Jean-Michel Jacques : Oui, en tout cas pour l'instant, la situation s'améliore. On peut aussi citer l'amélioration des actions des forces maliennes, qui sont de plus en plus efficaces. On sent une certaine montée en puissance depuis quelques temps. Toutefois, on n'est jamais à la merci d'une attaque par engin explosif improvisé. Vous savez, c'est difficile à déceler. Nos soldats se déplacent d'un point à un autre. Les sentiers sont parfois limités. Il y a des passages obligés et c'est donc assez facile pour quelqu'un de mal intentionné de mettre des engins bien camouflés. Pour autant, il faut rester tout de même sur une vue globale qui est quand même plutôt positive. Mais hélas, l'évènement d'aujourd'hui est vraiment dramatique et nous ne pouvons que le regretter.

Y a-t-il un risque d'enlisement dans ce conflit pour les forces françaises engagées dans l'opération Barkhane ?

Il y aurait un risque si les États africains ne prenaient pas leur destin en main et ne faisaient pas ce qu'ils doivent faire, c'est-à-dire assurer la protection de leurs concitoyens, assurer la possibilité de développer une économie, de façon à ce que chacun puisse se nourrir. C'est comme ça que les choses vont s'améliorer. En ce qui concerne le Mali, on voit depuis quelques temps qu'il y a tout de même une motivation un peu plus grande et il faut s'en réjouir. On est dans cette perspective plutôt positive. On peut se dire qu'il va y avoir une issue. Nos partenaires européens participent également de plus en plus à travers la force Takuba, où un certain nombre de forces spéciales européennes s'agglomèrent pour porter des coups aux groupes terroristes armés. Donc non, je ne pense pas qu'on soit dans une phase d'enlisement, mais on est sur un combat qui est long. Le général Lecointre l'avait bien dit, les choses ne peuvent pas se faire rapidement parce que nos partenaires africains ont besoin de se structurer et de s'améliorer en termes de sécurité intérieure, de défense, mais aussi sur le plan économique, de façon à stabiliser leurs pays.

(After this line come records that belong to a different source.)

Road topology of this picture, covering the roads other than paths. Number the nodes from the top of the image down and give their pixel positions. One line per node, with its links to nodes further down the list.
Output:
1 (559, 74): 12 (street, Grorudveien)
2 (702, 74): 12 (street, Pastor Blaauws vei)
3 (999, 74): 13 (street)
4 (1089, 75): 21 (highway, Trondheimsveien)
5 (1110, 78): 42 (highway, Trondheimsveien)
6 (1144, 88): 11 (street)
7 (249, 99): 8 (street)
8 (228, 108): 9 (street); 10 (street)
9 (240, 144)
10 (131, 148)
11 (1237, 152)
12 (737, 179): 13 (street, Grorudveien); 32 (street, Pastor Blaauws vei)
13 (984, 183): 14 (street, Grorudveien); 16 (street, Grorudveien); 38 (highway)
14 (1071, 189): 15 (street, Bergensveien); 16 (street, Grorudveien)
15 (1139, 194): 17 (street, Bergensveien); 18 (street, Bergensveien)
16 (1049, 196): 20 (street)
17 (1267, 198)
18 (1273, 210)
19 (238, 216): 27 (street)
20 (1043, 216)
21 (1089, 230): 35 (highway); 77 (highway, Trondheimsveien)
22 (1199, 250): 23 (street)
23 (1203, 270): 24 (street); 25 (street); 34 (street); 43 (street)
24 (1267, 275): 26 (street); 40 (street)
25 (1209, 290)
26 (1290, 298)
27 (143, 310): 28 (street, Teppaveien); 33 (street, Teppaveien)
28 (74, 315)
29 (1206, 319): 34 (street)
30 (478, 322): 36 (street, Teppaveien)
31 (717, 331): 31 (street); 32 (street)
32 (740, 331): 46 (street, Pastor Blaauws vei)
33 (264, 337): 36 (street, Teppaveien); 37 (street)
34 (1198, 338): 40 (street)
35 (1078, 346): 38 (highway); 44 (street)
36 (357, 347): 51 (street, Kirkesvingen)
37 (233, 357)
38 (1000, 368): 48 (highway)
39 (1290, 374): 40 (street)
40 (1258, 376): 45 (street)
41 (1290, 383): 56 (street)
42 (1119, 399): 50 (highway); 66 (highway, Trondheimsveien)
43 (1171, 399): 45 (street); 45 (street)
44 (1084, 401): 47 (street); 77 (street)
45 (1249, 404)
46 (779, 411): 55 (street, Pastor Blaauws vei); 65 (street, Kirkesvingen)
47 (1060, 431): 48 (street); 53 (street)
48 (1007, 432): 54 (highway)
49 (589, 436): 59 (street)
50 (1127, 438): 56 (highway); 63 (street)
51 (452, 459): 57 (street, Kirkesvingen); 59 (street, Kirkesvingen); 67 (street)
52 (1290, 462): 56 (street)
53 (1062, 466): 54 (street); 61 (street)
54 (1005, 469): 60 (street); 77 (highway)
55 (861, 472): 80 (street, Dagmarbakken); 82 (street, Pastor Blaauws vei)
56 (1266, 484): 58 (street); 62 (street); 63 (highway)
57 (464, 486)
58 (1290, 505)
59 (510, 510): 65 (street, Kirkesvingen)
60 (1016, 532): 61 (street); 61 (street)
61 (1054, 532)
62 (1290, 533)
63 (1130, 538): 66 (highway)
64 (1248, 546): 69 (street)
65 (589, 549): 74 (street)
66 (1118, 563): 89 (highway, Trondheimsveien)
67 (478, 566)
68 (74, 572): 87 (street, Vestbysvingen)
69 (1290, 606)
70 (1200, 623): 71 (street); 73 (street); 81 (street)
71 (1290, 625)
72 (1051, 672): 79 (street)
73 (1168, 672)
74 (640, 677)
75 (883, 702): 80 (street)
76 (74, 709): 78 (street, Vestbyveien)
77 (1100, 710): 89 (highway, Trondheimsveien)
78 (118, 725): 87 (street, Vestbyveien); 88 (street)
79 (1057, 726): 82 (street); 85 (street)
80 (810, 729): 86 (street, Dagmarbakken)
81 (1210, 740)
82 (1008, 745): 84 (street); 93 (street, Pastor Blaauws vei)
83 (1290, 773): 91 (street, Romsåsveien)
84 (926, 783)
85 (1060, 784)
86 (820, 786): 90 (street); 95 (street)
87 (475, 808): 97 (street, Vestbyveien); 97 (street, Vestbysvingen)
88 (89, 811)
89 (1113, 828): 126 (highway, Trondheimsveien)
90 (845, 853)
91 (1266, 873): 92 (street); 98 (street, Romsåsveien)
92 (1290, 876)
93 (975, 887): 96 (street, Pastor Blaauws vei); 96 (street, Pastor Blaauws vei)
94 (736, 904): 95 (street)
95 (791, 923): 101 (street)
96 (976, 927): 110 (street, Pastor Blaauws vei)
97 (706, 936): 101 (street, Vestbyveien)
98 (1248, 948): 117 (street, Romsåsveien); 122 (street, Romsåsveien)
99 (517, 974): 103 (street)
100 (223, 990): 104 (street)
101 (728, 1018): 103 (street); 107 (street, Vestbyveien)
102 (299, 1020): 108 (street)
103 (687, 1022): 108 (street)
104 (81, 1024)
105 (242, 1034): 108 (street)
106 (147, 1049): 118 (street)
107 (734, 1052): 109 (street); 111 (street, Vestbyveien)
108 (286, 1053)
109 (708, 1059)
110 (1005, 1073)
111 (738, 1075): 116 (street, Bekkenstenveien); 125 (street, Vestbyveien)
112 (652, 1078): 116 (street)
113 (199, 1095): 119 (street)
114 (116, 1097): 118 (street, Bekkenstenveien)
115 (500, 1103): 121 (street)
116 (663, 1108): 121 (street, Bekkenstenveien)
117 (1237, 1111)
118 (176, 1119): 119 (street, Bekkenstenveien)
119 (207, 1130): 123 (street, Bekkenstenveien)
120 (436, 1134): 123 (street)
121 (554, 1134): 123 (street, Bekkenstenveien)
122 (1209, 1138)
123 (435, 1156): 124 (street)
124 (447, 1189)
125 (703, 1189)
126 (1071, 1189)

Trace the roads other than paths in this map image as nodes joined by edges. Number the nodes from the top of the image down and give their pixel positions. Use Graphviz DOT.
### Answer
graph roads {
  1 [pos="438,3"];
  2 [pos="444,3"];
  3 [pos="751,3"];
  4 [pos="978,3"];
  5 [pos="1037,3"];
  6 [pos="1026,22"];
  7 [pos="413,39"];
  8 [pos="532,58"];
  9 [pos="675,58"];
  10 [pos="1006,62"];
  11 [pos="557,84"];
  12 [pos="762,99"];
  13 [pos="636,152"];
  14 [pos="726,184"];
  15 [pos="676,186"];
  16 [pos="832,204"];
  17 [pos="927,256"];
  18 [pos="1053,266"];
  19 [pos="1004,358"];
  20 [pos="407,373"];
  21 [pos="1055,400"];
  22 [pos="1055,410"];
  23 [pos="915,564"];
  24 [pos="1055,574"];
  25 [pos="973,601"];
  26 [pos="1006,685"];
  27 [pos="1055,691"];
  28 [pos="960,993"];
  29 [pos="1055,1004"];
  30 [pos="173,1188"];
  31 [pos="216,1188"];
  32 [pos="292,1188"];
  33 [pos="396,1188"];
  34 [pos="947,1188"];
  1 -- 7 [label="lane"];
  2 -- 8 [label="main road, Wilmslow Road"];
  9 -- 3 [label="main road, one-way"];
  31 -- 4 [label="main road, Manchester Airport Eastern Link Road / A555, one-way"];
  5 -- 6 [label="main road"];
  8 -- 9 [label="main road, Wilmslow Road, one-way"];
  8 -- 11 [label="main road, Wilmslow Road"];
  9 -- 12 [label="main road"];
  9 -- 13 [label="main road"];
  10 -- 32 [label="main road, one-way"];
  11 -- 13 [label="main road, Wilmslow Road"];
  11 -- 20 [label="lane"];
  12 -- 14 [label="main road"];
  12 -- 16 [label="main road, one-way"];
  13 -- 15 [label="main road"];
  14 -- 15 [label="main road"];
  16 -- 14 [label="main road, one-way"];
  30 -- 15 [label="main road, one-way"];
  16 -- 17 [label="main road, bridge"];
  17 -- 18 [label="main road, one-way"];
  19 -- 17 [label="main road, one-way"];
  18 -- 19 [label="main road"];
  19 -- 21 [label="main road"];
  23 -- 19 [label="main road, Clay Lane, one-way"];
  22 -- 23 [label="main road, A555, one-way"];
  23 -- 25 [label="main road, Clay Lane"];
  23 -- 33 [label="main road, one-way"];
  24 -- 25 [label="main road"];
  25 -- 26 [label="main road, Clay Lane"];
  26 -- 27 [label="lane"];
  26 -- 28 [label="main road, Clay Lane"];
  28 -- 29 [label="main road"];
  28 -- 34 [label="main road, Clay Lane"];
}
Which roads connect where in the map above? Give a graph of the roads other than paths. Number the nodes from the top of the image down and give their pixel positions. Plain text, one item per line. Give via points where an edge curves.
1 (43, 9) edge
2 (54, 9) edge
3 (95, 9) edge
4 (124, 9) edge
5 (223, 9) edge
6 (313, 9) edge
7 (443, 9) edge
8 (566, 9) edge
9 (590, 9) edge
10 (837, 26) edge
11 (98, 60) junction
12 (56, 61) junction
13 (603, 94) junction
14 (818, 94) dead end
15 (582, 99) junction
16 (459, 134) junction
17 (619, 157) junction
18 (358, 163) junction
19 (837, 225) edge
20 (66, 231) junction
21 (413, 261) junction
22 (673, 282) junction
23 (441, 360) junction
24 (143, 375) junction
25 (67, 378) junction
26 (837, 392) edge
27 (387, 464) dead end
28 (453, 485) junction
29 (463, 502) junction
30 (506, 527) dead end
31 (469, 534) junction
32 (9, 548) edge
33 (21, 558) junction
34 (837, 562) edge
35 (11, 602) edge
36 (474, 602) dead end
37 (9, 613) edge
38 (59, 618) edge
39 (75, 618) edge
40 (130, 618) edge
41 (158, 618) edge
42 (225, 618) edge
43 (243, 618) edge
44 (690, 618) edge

Le G7 Sahel a un rôle à jouer ?

Oui, effectivement, c'est indispensable. Pour cela, l'Europe s'investit énormément. Des soldats européens leur apprennent comment combattre. L'Europe aide aussi certains États du Sahel à mieux s'organiser dans leur administration ou dans la gestion de leurs ressources humaines, de façon à ce que ces pays se stabilisent et puissent assurer cette sécurité d'eux-mêmes. C'est de leur ressort. N'oublions pas que la France est là-bas à leur demande. Nous les aidons comme nous le devons. C'est aussi nécessaire parce que réduire la menace au Sahel, c'est aussi protéger notre territoire national. Il faut rester vigilant et s'assurer en tout cas que ces efforts continuent.